Proponents of a "war within Islam" claim that it is "a war between the future and the past, between development and underdevelopment, between authors of crazy conspiracy theories versus those espousing rationality, between advocates of suicide bombing and those who know you can't build a society out of gravestones." It is really interesting. A well known newspaper, like the New York Times, and a leading analyst, like Thomas Friedman, are telling the Muslims in their face that the war is directed at their "spiritual message" and their "identity." Still they label as irrational and "authors of conspiracy theory" the Muslims who discuss this reality. No one writes any conspiracy theory. It is a reality that Friedman and company are putting in a language as clear as A, B, C before the Muslim world. As far development and underdevelopment is concerned, Islam doesn't teach underdevelopment. If modernization of Islam is the invention of new norms against the "spiritual message" and "identity" of Islam, it shall then be clear that men do not submit long to their own creations. Norms have a reality independent of immediate social and economic utility. Ideas on the other hand are mere fictions.

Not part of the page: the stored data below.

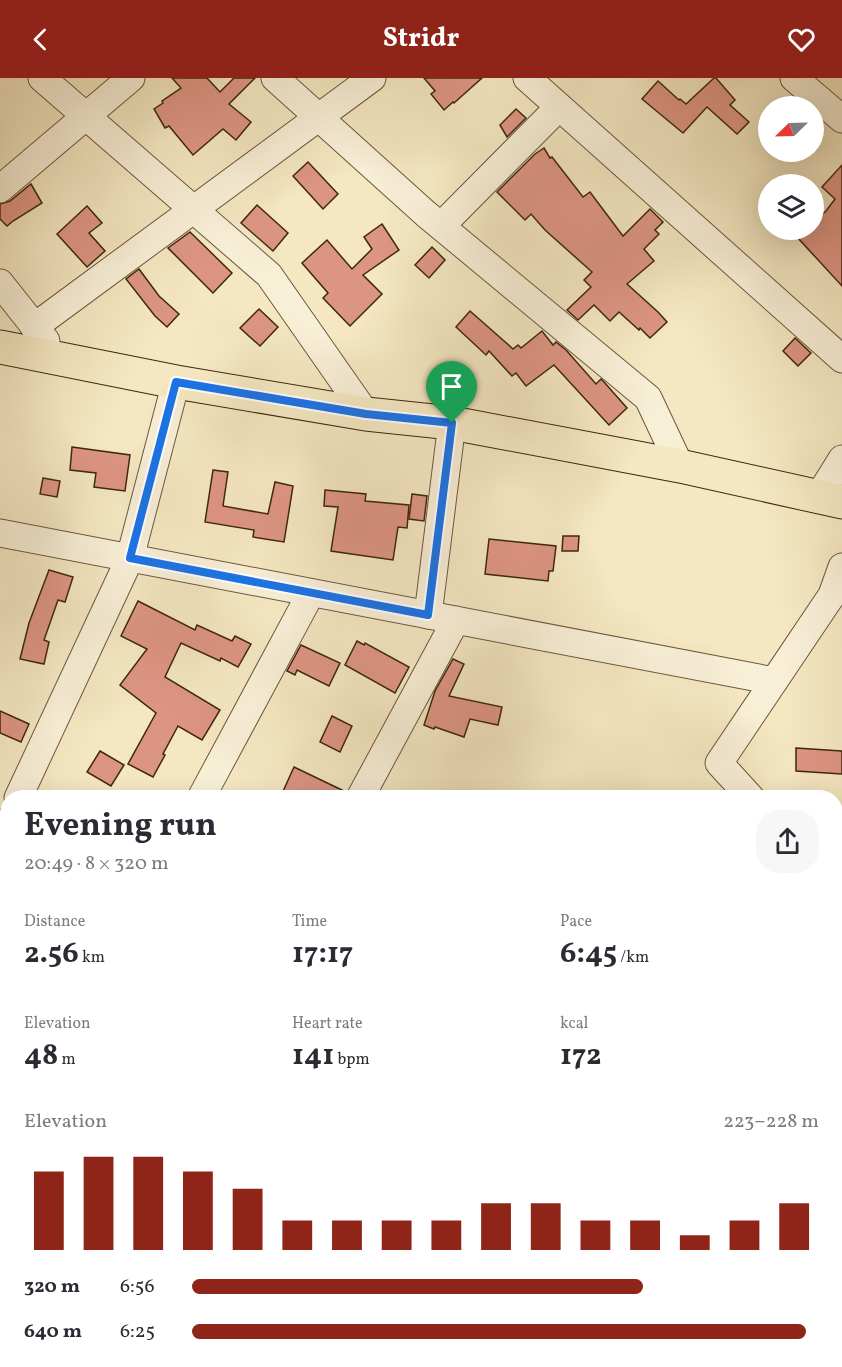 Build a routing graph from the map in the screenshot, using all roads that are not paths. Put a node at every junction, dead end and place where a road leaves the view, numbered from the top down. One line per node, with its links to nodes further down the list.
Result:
1 (42, 78): 8 (street)
2 (131, 78): 8 (street)
3 (275, 78): 9 (street)
4 (372, 78): 9 (street)
5 (795, 78): 10 (street)
6 (532, 80): 7 (street)
7 (559, 107): 13 (street); 18 (street)
8 (86, 117): 11 (street); 12 (street)
9 (319, 117): 12 (street); 13 (street)
10 (842, 119)
11 (0, 189)
12 (194, 210): 15 (street); 20 (street)
13 (441, 226): 23 (street)
14 (0, 283): 15 (street)
15 (34, 327): 17 (street)
16 (0, 347): 17 (main road)
17 (60, 359): 19 (main road)
18 (842, 359)
19 (176, 382): 20 (main road); 26 (street)
20 (366, 414): 21 (main road)
21 (452, 423): 23 (main road); 29 (street)
22 (842, 459): 24 (street)
23 (680, 466): 24 (main road)
24 (830, 499)
25 (0, 533): 26 (street)
26 (130, 558): 28 (street); 32 (street)
27 (842, 567): 31 (street)
28 (311, 592): 29 (street); 33 (street)
29 (428, 615): 30 (street)
30 (456, 620): 31 (street); 34 (street)
31 (774, 681): 35 (street)
32 (22, 790)
33 (205, 790)
34 (364, 790)
35 (743, 790)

It is naïve on part of the American analysts to assume that their ideas are the best and they would wage a war to convince the Muslim world that their present values and norms are no better than the pompous fabrications of their ancestors, erected to serve the interests of a fraction or an age. If it is so, then every successive rising generation will challenge the principles of personal and social order and will learn wisdom only through agony. Those who stress on the need to reawaken our consciousness to the existence of permanent norms, to the confession that there are enduring standards superior to our petty private stock of rationality are not fanatics.

Thomas Friedman gives example of a homosexual Dutch politician Pim Fortuyn, who felt that Islam had "not gone through the Enlightenment or the Reformation," which prepared it to "embrace modernity." If the expected tolerance from Muslims and Islam is to accept homosexuality as an alternative life-style and other such innovations, Mr. Friedman is then in for a rude awakening as it is absolutely impossible. Going to "war of ideas," "war within Islam" and "war on terrorism," etc., simply for imposing this kind of "way of life" in the name of tolerance and modernity is bound to have disastrous consequences. War of ideas to clarify the Islamic and Western point of view is not a bad idea. But attempts either to split the Muslim world or go to a war for imposing western "ideas" - not even ideals - will never ever bring peace and harmony to this troubled world. The "ideas" which have not work wonder in the west will not turn the Muslim world into a heaven.

Institutions, values and norms of a people grow out of their religion, their moral habits and their literature - not from alien ideas imposed with chicanery, deceit and sheer power. Attempts to impose borrowed ideas upon an alien culture, however well intentioned, generally are disastrous - though sometimes decades, or even generations, may be required for the experiment to run its unlucky course. The experiment of Turkey is before our eyes. The norms or order and justice and freedom are attained in an interesting variety of ways.

It is foolish on part of the American analysts to link Zacarias Moussaoui's statement that he "prayed to Allah for the destruction of the United States" as an "ugly idea" to "spiritual message" and "identity" of Islam. The Muslim do not consider a war on the "spiritual message" and "identity" of Islam as a war on Zacarias Moussaoui's idea. They consider it a war on Islam and its way of life. Just as Rumsfeld doesn't want "anyone else deny the American people their way of life" (NPQ winter 2002), Muslims, too, do not want others to impose their brand of universalism over them. They also want to live as free people. They also want to live their own way of life.